Stored items

========

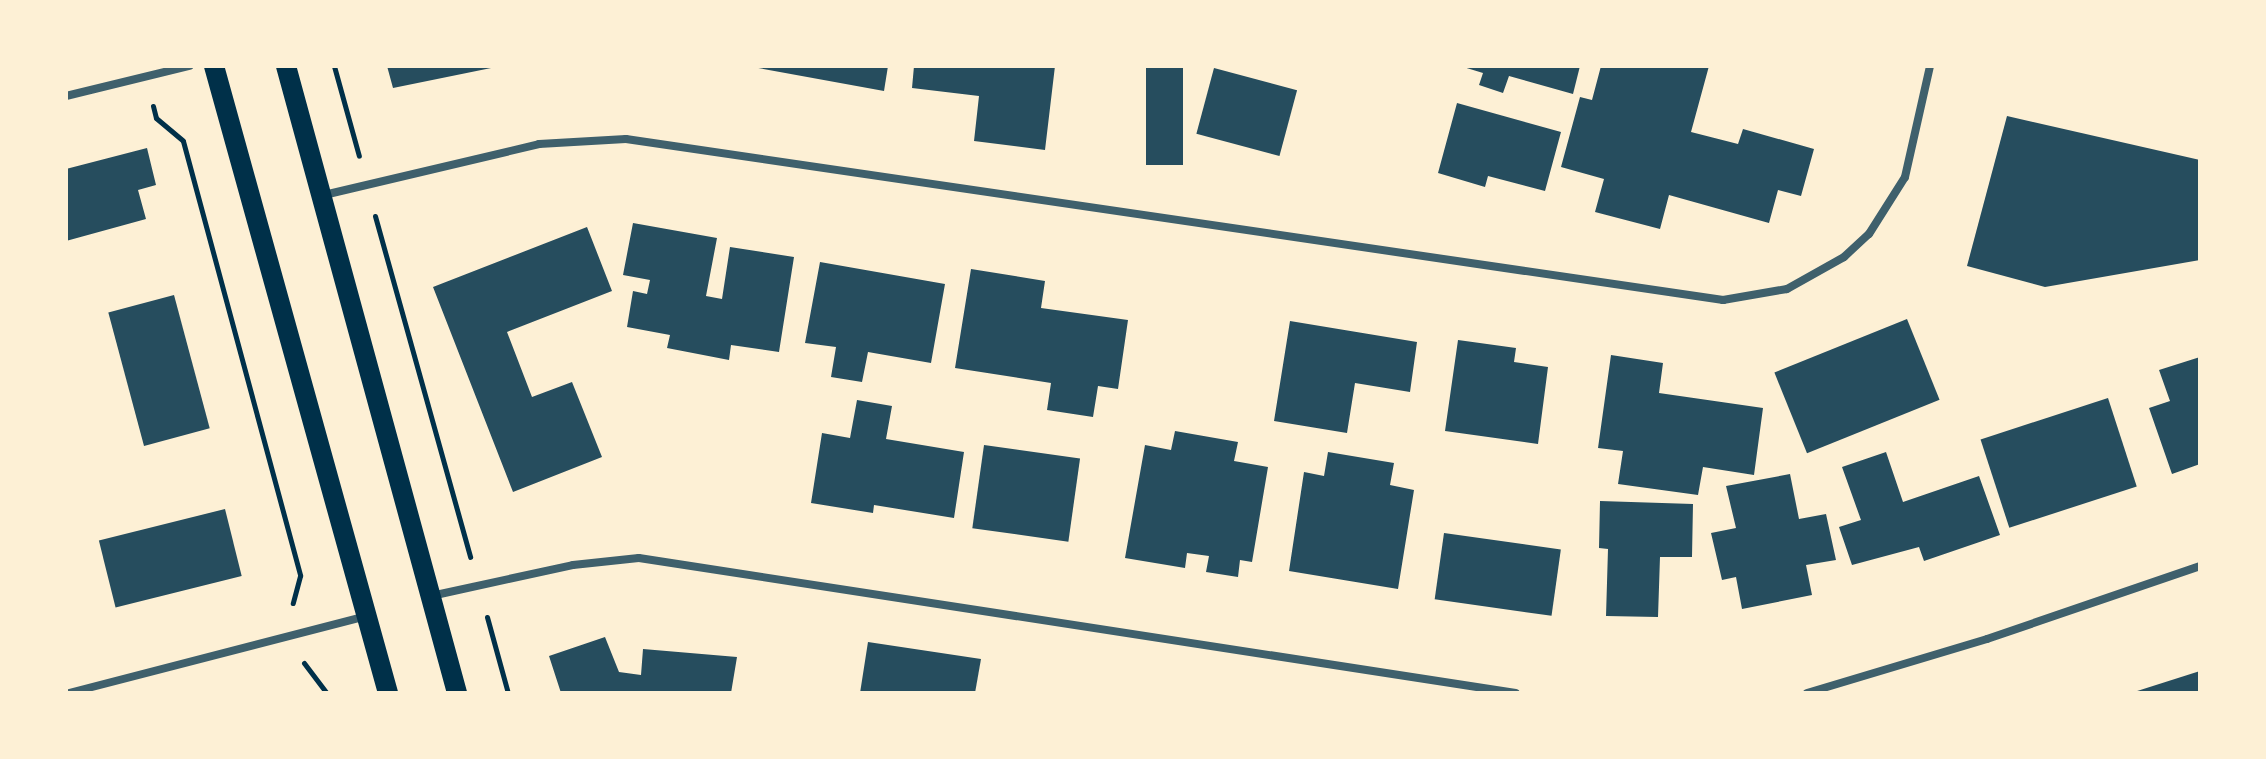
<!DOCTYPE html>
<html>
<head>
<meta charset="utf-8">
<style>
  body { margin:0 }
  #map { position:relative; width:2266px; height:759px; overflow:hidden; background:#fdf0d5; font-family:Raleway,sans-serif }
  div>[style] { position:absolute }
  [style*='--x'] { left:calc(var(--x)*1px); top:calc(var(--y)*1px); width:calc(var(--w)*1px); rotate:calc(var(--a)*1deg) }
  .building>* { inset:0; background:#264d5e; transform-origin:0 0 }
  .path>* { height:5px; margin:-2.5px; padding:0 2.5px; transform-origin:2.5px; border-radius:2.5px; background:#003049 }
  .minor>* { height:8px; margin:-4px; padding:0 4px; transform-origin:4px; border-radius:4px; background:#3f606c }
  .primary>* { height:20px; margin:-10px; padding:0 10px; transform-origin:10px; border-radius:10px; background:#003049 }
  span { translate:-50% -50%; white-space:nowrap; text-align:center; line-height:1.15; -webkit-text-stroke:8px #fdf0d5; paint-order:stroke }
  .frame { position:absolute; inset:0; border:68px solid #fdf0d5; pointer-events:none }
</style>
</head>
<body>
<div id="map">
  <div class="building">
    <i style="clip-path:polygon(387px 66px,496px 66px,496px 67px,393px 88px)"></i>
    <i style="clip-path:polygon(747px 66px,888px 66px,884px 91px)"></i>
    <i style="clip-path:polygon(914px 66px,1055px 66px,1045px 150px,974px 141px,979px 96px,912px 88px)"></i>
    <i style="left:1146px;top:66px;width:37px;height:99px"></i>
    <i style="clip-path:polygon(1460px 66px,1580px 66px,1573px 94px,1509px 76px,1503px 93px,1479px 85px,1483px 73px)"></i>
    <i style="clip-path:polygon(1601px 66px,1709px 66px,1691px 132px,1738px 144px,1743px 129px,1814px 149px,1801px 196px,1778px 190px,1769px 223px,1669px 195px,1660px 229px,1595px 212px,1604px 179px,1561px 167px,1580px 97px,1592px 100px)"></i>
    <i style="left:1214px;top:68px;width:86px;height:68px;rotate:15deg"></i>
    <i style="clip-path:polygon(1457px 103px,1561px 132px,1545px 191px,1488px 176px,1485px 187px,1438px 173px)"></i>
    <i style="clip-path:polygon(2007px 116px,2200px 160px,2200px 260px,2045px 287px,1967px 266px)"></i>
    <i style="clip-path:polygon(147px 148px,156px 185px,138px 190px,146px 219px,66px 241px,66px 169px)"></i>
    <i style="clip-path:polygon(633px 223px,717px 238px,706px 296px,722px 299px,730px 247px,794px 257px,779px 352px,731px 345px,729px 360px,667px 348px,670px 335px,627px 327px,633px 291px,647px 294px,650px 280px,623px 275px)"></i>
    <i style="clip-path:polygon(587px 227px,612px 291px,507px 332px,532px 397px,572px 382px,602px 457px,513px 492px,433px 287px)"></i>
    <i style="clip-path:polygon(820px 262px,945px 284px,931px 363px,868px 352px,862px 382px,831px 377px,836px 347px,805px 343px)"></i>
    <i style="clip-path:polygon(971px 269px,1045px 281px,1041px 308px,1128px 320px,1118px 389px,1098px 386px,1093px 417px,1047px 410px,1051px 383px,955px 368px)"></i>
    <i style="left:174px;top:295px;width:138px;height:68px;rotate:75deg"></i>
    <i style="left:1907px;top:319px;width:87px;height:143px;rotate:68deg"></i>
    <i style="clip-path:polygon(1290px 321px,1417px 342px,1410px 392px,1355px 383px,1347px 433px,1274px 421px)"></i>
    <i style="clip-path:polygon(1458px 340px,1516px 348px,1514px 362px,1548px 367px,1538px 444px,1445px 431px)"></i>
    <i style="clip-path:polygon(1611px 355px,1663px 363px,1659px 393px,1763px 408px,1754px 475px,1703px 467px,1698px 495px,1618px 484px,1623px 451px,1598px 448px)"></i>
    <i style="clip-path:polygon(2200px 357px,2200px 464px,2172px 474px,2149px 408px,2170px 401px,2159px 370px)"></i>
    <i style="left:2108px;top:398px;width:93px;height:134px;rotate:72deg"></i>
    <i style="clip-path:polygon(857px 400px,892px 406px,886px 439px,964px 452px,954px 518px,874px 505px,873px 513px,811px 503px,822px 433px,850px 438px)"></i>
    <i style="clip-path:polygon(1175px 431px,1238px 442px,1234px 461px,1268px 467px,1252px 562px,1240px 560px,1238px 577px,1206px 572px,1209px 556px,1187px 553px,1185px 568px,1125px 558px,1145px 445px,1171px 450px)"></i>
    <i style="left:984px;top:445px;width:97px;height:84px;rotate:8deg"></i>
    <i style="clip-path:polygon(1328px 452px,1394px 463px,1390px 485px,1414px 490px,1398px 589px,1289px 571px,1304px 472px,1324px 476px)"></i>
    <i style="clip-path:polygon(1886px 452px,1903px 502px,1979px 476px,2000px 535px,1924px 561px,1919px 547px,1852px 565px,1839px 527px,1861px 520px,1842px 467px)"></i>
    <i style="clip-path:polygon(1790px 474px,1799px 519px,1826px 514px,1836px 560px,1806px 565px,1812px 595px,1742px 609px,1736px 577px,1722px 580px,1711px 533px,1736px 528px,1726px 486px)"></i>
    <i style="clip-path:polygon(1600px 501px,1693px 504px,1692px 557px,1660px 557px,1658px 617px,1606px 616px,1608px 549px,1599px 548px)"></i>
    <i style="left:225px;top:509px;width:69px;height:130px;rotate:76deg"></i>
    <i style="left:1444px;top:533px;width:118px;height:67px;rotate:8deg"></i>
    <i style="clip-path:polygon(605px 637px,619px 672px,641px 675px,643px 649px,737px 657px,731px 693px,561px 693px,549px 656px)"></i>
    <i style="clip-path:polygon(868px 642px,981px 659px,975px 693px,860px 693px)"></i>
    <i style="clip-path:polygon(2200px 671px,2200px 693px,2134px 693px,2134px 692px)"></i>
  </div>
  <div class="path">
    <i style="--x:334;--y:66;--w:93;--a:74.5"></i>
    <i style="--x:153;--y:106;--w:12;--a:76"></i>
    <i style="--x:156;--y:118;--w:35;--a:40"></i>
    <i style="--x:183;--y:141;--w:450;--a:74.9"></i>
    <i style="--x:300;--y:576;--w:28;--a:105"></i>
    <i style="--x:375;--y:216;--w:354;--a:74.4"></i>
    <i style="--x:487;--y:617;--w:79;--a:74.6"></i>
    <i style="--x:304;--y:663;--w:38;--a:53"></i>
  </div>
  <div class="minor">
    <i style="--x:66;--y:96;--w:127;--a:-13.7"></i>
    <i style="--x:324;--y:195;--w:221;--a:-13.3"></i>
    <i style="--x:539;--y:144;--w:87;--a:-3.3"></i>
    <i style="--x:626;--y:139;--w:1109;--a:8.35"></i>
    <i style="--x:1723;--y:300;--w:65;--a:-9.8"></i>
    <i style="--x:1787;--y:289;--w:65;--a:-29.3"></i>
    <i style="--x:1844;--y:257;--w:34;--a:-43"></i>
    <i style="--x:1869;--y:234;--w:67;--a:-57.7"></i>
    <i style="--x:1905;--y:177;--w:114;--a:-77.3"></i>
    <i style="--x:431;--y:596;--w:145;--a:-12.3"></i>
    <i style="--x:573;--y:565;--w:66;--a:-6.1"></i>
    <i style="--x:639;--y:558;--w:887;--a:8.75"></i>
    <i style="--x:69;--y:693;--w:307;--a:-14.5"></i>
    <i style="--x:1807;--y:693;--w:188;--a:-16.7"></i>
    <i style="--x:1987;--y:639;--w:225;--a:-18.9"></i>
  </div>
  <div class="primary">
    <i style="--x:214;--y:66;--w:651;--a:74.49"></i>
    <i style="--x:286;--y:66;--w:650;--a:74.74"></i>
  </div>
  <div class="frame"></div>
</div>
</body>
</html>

========

The lines from the top of the data above through the one holding "height:5px; margin:-2.5px; padding:0" are to be repeated exactly, and only those, with no pictures.

<!DOCTYPE html>
<html>
<head>
<meta charset="utf-8">
<style>
  body { margin:0 }
  #map { position:relative; width:2266px; height:759px; overflow:hidden; background:#fdf0d5; font-family:Raleway,sans-serif }
  div>[style] { position:absolute }
  [style*='--x'] { left:calc(var(--x)*1px); top:calc(var(--y)*1px); width:calc(var(--w)*1px); rotate:calc(var(--a)*1deg) }
  .building>* { inset:0; background:#264d5e; transform-origin:0 0 }
  .path>* { height:5px; margin:-2.5px; padding:0 2.5px; transform-origin:2.5px; border-radius:2.5px; background:#003049 }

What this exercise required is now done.